5,000 accommodation places could disappear each year

The parliamentary treatment of the decree-law of the Government of the Balearic Islands for the circularity and sustainability of tourism should arrive at a formula for a gradual reduction in the number of tourist accommodation places (beds).

The three parties that form the government – PSOE, Més, Podemos – have reportedly reached an agreement under which the mechanism for the transfer and exchange of accommodation places will see the number available halved.

What is currently happening is that if an establishment decides not to use the places or ceases its activity, the places can be obtained by other establishments. There is a second method, which is to buy places from an official stock administered by the tourist authorities. These, in the case of hotels, have a value of 3,500 euros each.

The proposal for this reduction came from Més; he has the support of the PSOE and Podemos. The Més would have made it a condition for accepting an amendment to the law proposed by one of the opposition parties, El Pi, for the reconversion of the obsolete hotel park in social housing or nursing homes or VPO offices.

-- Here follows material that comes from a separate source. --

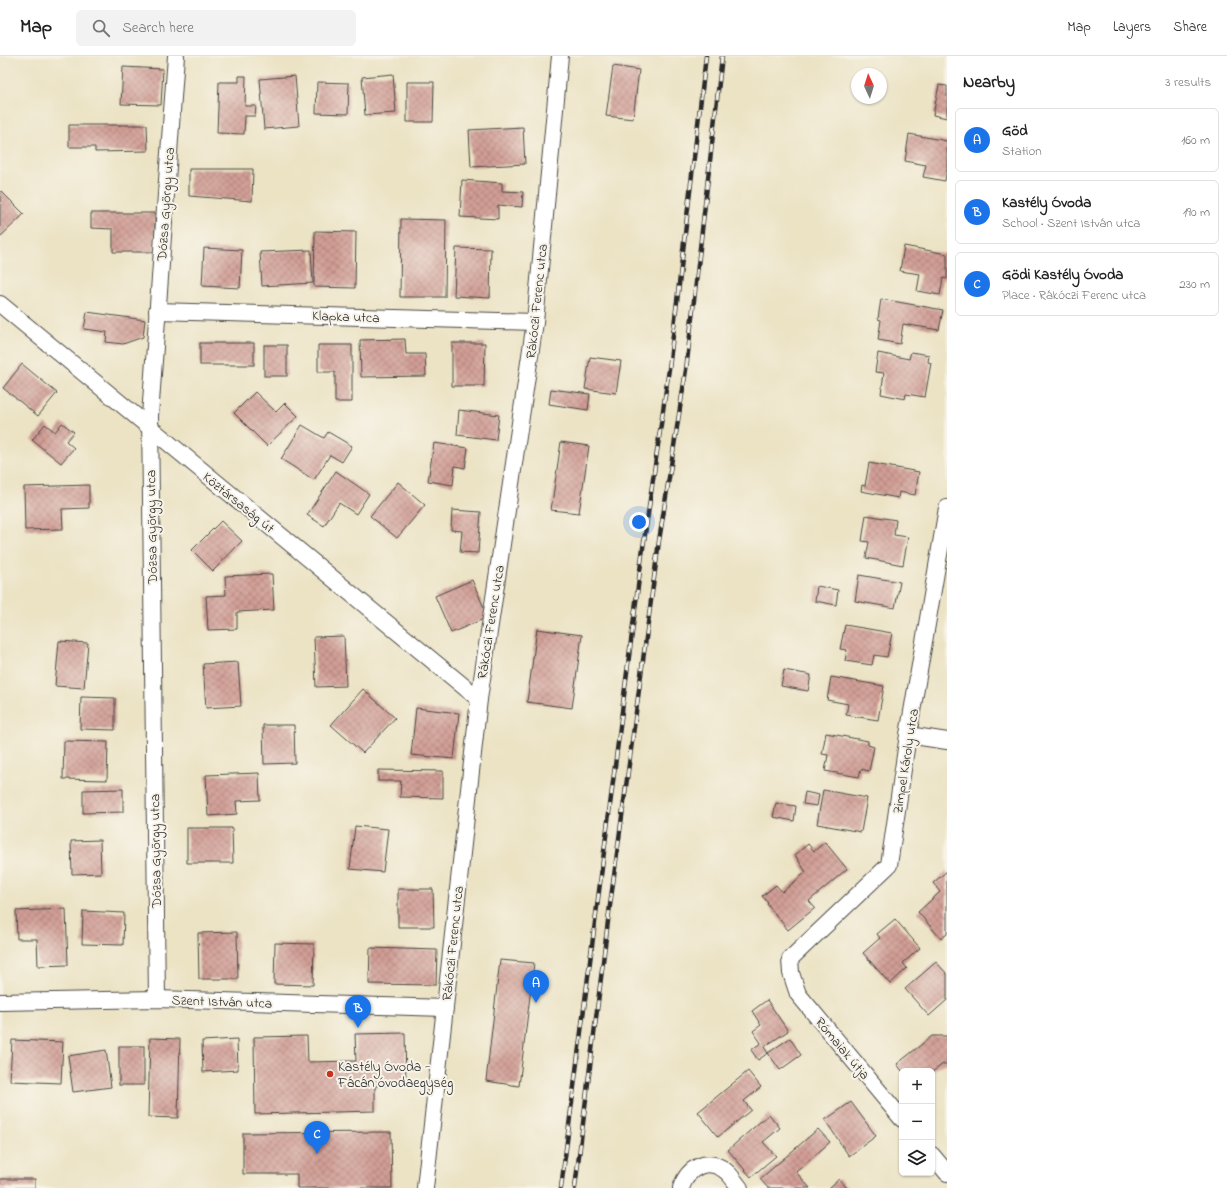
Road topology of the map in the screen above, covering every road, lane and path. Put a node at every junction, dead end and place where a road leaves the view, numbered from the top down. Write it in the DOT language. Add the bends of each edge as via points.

In addition to hotels, this discount system would affect Holiday rents, for which the transfer of available places is generally between individuals. The turnover of places for vacation rentals is much higher than for hotels, and the proposed measures are therefore likely to affect this sector the most.

The absolute ceiling of places in the Balearic Islands is around 620,000. Not all of them are active, but the data indicates that through the transfer and purchase of places – if a 50% reduction is applied – up to 5,000 spaces in Mallorca could go on an annual basis.

The precise details of the proposals have not yet been specified. They will become clearer as the bill progresses through parliamentary procedure. There is already a four-year moratorium on the purchase of new places, which applies to approximately 18,000 in the whole of the Balearic Islands. It was left to the island councils to determine what happens to these.